Yoga Lessons from the Man Living in a Parking Garage.
Full disclosure: I’m ashamed of myself. I’m embarrassed of the way I have acted. I have ignored, snubbed, looked down on, and made people uncomfortable by letting my fear and discomfort take over. Please don’t sit by me. Please don’t approach me. I don’t want to face your reality. I’ll get up and move if you do. I’ll plug my iPod into my ears, hunch my shoulders up, pull up a hood or a scarf, look out the window, walk on by.
I used to be the one my high school friends made fun of for always giving money when asked on the street. When did I stop doing that? When I started to think they were right. When I started to doubt that feeling in my heart that said a couple bucks from me—it didn’t matter what they spent it on—was worth so much more than that to them. When I started to doubt the certainty that below their aggressive front was pain. It began to seem easier to ignore, to walk on by. It began to seem easier to harden.
It’s not. It hurts. Whatever we do to another, we do to ourselves. If we can’t see ourselves in all, we can’t see ourselves at all.

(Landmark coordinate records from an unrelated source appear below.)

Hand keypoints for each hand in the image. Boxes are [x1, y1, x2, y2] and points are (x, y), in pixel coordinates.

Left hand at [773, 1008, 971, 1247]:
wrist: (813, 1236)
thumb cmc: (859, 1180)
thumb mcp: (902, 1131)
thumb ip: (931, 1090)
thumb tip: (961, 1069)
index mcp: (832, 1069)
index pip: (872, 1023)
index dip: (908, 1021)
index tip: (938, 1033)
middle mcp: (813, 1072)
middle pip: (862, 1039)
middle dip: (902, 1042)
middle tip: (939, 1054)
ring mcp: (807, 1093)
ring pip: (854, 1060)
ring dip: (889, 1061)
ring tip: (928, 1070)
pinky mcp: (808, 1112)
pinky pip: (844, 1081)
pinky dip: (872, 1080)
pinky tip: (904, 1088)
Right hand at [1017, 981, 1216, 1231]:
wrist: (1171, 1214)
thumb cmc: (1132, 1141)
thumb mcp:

I have some new friends who embody this—who understand and demonstrate the yogic concept of union and Namaste: light in me sees light in you—even though others might not define them as yogis. There are reasons they came into my life.
THE MAN ON THE BUS
The other day I got on the bus and headed to the back row of seats. A man who looked just a few years older than me got on, too, and sat down beside me. He gave me space, sitting in the middle of the two seats beside me, instead of snugging right up. He smelled pretty bad. He had a nice face. I opened my purse, put on my sunglasses, reached in for my iPod. He looked towards my searching hand and asked me something I didn’t hear properly.
“Pardon me?” I asked.
“Do you have a shotgun in there to put me out of my misery?” He replied.
“Oh. Oh. No, I don’t.”
“No, no, I’m sorry. Don’t mind me. I’m the village idiot, thanks for your vote.”
“It’s okay, really.”
“Those are nice sunglasses.”
“I like your runners. Do you run in them?”
“Thanks, yup, I do.”
“I just have these ones, Nikes, but they’re comfortable.”

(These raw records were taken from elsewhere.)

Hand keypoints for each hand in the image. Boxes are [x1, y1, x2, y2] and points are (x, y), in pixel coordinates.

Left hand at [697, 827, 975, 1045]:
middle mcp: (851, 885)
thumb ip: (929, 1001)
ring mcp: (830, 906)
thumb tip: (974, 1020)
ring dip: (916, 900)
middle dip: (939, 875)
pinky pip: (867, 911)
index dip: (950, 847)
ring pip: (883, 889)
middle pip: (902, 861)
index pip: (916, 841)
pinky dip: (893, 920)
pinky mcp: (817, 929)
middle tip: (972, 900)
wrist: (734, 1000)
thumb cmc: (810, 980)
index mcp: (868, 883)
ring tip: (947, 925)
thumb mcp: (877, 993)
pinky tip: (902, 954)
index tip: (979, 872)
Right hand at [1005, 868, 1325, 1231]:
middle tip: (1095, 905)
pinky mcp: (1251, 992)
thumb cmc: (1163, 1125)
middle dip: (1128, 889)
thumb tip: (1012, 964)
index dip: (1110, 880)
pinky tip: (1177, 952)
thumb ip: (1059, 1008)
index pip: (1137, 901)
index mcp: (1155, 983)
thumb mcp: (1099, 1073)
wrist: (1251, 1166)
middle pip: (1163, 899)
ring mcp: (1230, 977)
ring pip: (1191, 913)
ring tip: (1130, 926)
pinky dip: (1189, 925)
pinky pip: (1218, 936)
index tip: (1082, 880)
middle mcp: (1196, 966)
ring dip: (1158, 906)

“That’s a good thing. It’s important for them to be comfortable.”
“Sorry if I’m bothering you. Sorry.”
“No, really, it’s okay. Really. You’re not.”
He went on to tell me he was only going to be on the bus for a couple more stops, that he would get off at the internet café where he used the web camera to connect with his sister and niece and nephew. “They worry about me,” he said with a sigh. Then he would find a way to wash his work clothes. He was wearing cotton pants and a Vancouver Canucks T-shirt. After that, he would go home to the parking garage he shared with a few other men and watch a movie. He told me local media had been by recently to interview them. Someone else got on the bus, and came to sit on his other side. He had to squeeze closer to me. “I’m sorry,” he said to me, “just one more stop.” It didn’t matter how many times I told him it was okay. He had been through it all before. I began to feel my heart cracking, tears welling up behind my eyes. I wanted to wrap him in a hug.
WE’RE LUCKY ENOUGH TO BE HERE. LET’S DO THE WORK
And I began to imagine what it would be like to incite dismay or even disgust by simply getting on a bus. I don’t just take a warm welcome for granted, I unconsciously depend on it. I am spoiled. I am a lucky one. And to varying degrees, so is everyone else on that bus. Everyone else who grimaced, plugging ear buds into their ears, hunching up shoulders, pulling up hoods, looking away. Please don’t sit by me. I don’t want to face your reality. I don’t want to be that way anymore. I don’t want to let fear and ignorance dictate my actions.
I did a Google search when I got home. Vinchenzo’s pregnant wife was killed by a drunk driver five years ago. The pain of being without her is too hard to handle indoors.
There are some of you reading this who already knew that would be his story—or that something like that would be. I’m writing this for those who didn’t. I’m writing this for those who, like me, one day decided it was easier to harden than to feel the pain, or who were taught to be that way. I’m writing this for those who, like me, needed to be reminded that what we do to others we do to ourselves. And that if we can’t see our selves in all, we can’t see our selves at all.